Prof Dr Mansyur Arif received his medical degree in 1989, certification of Clinical Pathology in 1998, and Consultant of Clinical Pathology in 2007 from Hasanuddin University. He completed his Doctor of Philosophy (PhD) research course in Haematology and Oncology from Hiroshima University, Japan in 1997. He also received his Master of Health specialised in hospital administrations in 2019.

Prof Mansyur was the Secretary of the Clinical Pathology Department at Hassanuddin University from 2000 to 2004. Later he became Head of Clinical Pathology for 11 years. He was also the Chairman of Intern Monitoring Unit from 2009 to 2016 at the same university. During that period, Prof Mansyur was the Vice Chairman of the medical committee in Dr. Wahidin Sudirohusodo General Hospital. He later spent 5 years as Director of Medical, Nursing and Support Services at Dr. Wahidin Sudirohusodo General Hospital. Currently, he is the Hospital Director of Dr. Tadjuddin Chalid General Hospital and has been lecturing at Hasanuddin University since 1990.

Abstract

As automation has evolved in the haematology laboratory, high throughput, greater reliability, and accuracy in results have been achieved. As well as the ability to characterise blood cells in more detail for tangible benefits and clinical value in patient management and care. The automated haematology analysers are being routinely used for complete blood count (CBC) and differential leukocyte analysis.
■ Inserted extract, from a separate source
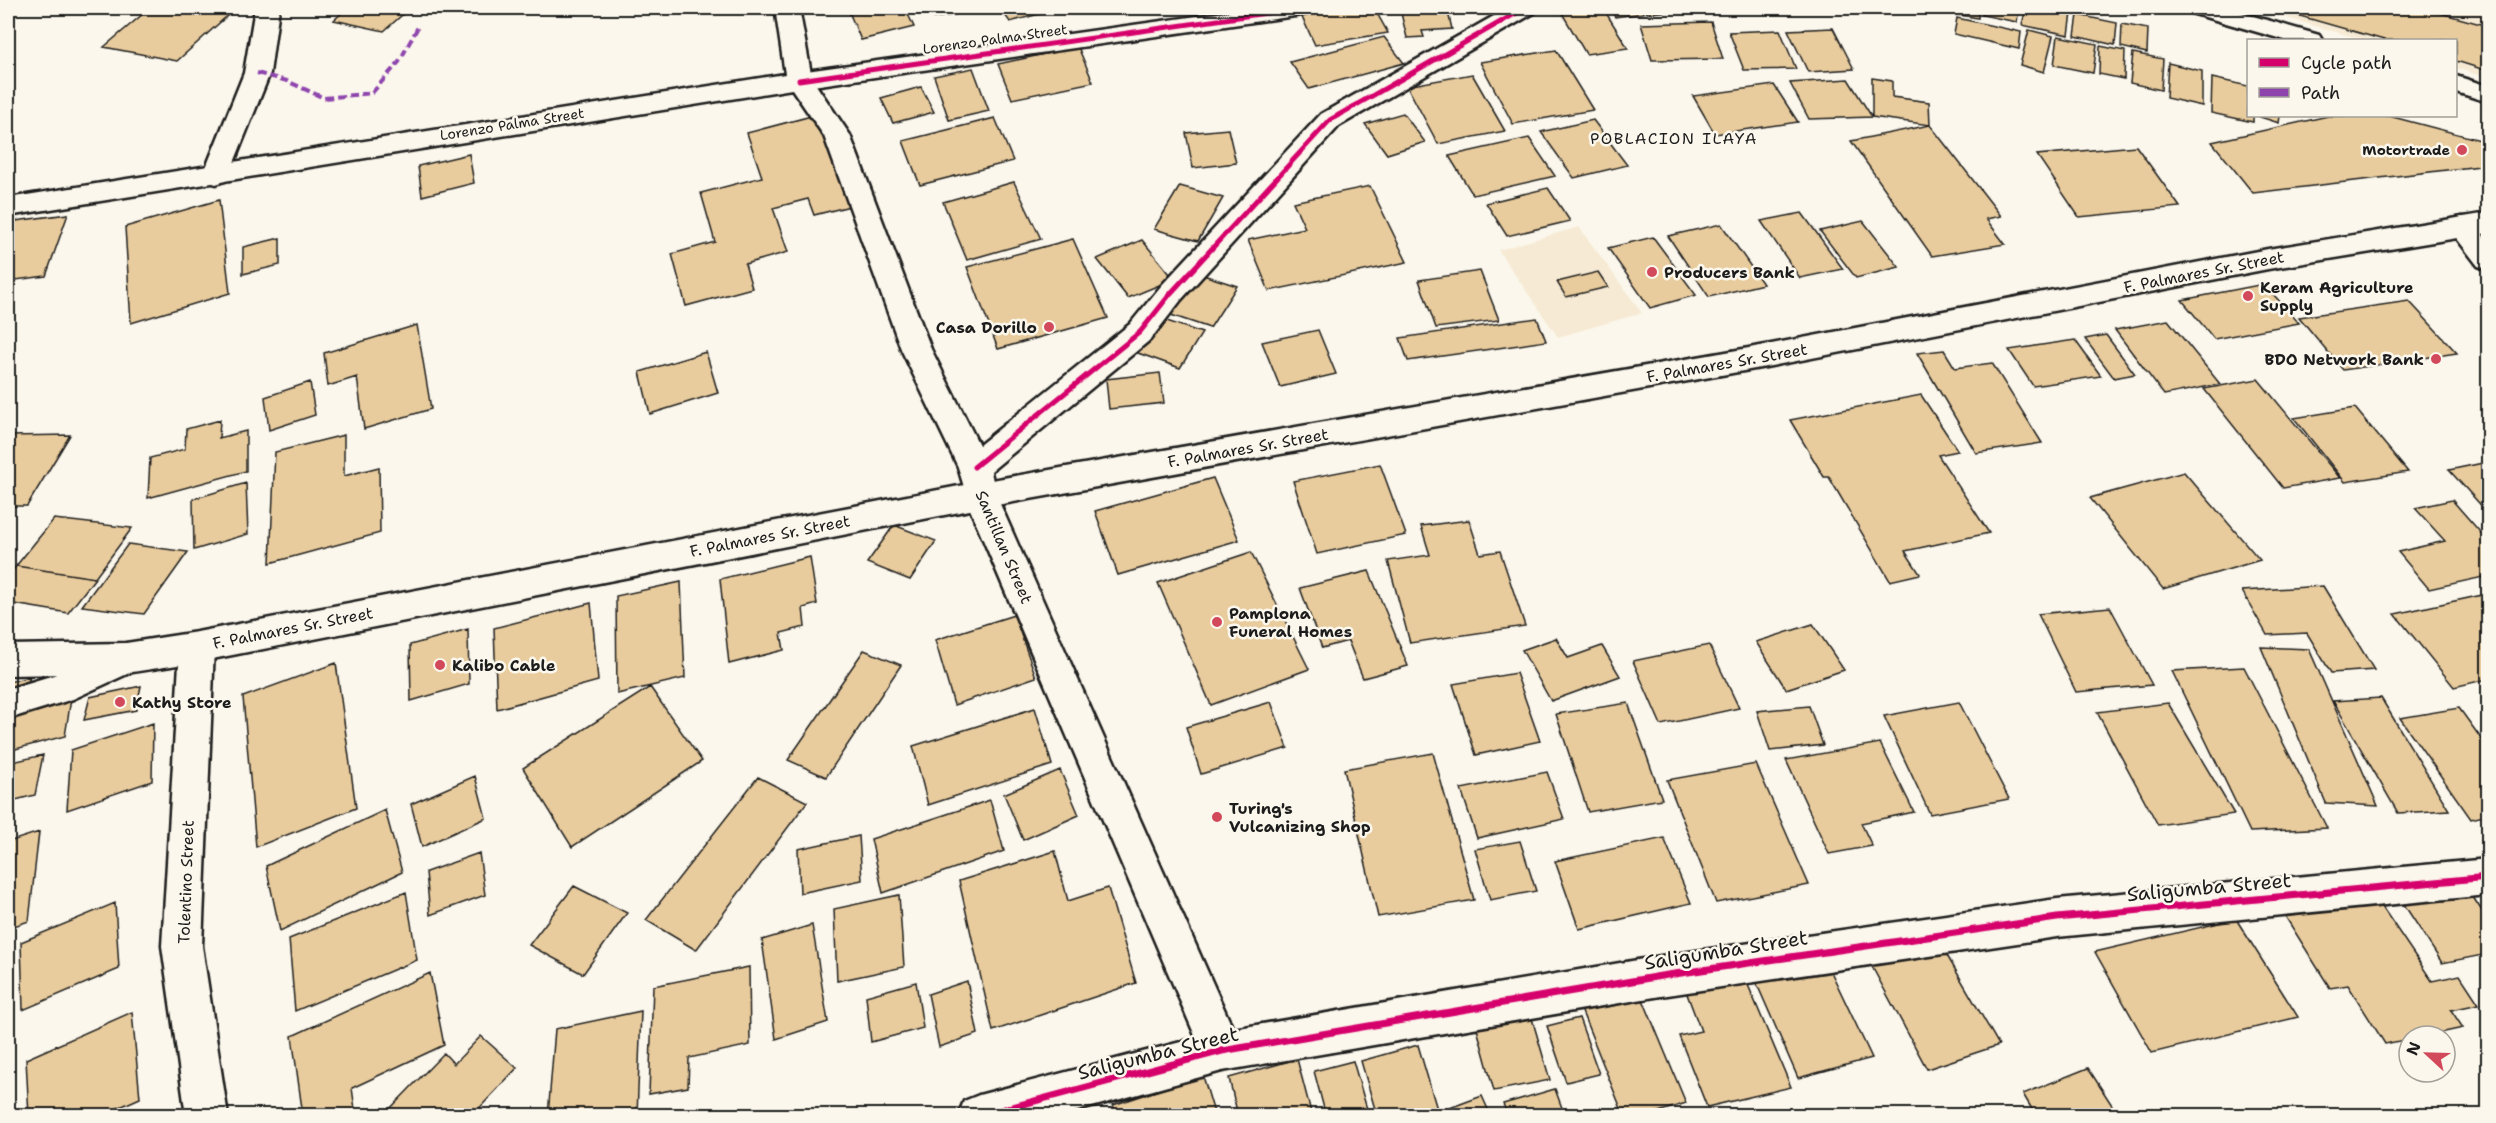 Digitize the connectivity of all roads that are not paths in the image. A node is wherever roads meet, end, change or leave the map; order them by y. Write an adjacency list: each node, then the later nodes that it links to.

Modern haematologic instruments include many additional parameters that provide more detailed information for clinicians and laboratory professionals, such as nucleated red blood cells, immature granulocytes, immature platelet fraction, as well as new parameters for the detection of ineffective erythropoiesis (reticulocyte haemoglobin), etc. Unfortunately, the application of these features are not used to their full potential due to lack of knowledge and understanding. The primary aim of this topic is to update the information on new parameters reported alongside CBC and differential leukocyte analysis, and to review the possible clinical applications of these parameters provided by automated haematology analysers of the XN series. On this occasion, we will describe the use of haematological parameters, namely IPF in patients with sepsis and Ret He in chronic kidney disease patients.